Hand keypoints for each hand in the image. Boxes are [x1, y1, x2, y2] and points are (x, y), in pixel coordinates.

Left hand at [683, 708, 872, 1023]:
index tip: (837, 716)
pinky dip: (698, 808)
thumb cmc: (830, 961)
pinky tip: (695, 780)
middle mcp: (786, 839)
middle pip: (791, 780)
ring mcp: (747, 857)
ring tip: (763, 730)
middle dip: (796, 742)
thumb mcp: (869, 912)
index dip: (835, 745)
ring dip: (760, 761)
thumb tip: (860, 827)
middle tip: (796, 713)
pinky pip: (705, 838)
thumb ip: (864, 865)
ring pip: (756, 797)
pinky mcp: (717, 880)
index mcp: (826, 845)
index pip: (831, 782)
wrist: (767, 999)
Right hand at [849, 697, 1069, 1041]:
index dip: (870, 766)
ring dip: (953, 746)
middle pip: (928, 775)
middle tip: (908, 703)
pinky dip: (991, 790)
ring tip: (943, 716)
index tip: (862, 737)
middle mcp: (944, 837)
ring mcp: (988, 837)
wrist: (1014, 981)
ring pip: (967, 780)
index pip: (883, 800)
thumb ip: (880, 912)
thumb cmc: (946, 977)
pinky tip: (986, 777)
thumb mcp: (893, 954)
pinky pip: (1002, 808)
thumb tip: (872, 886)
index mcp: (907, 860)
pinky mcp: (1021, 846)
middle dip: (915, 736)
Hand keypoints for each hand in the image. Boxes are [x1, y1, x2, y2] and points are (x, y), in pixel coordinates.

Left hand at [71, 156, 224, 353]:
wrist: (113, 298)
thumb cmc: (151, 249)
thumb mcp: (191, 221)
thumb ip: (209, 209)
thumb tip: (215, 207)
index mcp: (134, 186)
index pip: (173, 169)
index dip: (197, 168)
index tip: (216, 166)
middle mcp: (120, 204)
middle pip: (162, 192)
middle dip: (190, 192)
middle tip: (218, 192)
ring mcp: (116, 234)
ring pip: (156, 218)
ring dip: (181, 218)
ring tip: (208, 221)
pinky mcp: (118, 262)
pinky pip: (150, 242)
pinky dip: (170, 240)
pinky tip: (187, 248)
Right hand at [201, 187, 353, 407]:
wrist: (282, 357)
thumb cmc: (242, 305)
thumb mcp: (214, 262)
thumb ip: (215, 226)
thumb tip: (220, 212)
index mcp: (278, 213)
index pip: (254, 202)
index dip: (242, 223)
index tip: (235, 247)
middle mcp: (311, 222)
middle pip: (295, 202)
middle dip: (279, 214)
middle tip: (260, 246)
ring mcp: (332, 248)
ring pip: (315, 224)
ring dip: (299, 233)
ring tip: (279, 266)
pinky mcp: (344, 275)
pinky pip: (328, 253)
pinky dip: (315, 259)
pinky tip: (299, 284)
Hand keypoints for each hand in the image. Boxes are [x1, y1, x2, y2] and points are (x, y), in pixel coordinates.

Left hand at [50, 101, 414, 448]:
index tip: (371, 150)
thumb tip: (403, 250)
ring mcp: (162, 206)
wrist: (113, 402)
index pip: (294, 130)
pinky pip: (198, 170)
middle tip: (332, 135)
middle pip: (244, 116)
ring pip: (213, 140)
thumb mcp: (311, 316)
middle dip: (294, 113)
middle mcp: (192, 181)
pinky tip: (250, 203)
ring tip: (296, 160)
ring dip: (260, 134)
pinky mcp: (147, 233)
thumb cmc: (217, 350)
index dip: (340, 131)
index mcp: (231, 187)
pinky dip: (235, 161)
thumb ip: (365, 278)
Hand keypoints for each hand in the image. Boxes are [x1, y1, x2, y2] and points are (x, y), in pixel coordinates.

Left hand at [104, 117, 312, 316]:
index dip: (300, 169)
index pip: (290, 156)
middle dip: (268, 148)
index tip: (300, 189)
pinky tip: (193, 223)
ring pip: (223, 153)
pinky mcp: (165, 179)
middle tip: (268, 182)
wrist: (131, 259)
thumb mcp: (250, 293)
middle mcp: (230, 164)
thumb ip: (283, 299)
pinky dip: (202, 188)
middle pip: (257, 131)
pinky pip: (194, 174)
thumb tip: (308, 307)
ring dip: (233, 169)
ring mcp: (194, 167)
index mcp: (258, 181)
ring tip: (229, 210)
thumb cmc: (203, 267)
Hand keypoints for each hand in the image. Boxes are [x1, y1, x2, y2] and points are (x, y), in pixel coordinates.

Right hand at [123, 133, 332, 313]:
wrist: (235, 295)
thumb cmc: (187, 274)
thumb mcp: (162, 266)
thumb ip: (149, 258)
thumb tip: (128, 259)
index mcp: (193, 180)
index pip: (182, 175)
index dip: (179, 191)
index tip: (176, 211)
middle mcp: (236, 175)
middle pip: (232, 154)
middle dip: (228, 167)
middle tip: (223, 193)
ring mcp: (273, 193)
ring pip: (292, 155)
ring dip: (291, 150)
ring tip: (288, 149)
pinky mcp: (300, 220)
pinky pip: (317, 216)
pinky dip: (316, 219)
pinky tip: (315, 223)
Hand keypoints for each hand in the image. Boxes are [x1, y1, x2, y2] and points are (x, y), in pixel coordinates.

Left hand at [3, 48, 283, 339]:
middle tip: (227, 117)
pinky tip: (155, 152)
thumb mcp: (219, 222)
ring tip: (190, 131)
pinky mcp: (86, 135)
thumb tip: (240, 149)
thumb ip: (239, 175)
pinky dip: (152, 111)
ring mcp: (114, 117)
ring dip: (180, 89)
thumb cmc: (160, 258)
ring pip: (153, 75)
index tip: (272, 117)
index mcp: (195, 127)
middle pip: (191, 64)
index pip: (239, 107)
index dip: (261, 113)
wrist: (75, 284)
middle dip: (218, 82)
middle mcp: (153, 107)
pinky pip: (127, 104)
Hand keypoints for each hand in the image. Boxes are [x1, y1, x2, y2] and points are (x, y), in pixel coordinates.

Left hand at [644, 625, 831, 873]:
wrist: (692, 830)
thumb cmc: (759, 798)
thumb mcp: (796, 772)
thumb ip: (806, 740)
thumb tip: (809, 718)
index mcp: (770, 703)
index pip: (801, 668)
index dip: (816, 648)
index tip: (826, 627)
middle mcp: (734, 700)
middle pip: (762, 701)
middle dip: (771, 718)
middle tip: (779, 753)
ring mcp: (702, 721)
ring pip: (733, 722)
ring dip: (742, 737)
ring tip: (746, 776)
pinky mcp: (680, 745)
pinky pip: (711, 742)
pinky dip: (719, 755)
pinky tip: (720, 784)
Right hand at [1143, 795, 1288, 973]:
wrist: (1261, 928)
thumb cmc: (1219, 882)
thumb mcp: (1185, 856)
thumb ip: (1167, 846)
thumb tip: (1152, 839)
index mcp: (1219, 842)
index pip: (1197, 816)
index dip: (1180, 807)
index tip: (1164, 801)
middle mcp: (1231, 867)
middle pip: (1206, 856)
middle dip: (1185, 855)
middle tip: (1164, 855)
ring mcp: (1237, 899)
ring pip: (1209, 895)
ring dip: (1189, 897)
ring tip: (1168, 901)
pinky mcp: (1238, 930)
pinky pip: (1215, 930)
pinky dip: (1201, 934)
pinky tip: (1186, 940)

=-=-=-=-=

**Task prompt:** Return each line of the listing that holds the string "Left".

**Task result:**
Left hand at [683, 708, 872, 1023]:
Left hand at [71, 156, 224, 353]:
Left hand at [50, 101, 414, 448]:
Left hand at [104, 117, 312, 316]:
Left hand at [3, 48, 283, 339]:
Left hand at [644, 625, 831, 873]:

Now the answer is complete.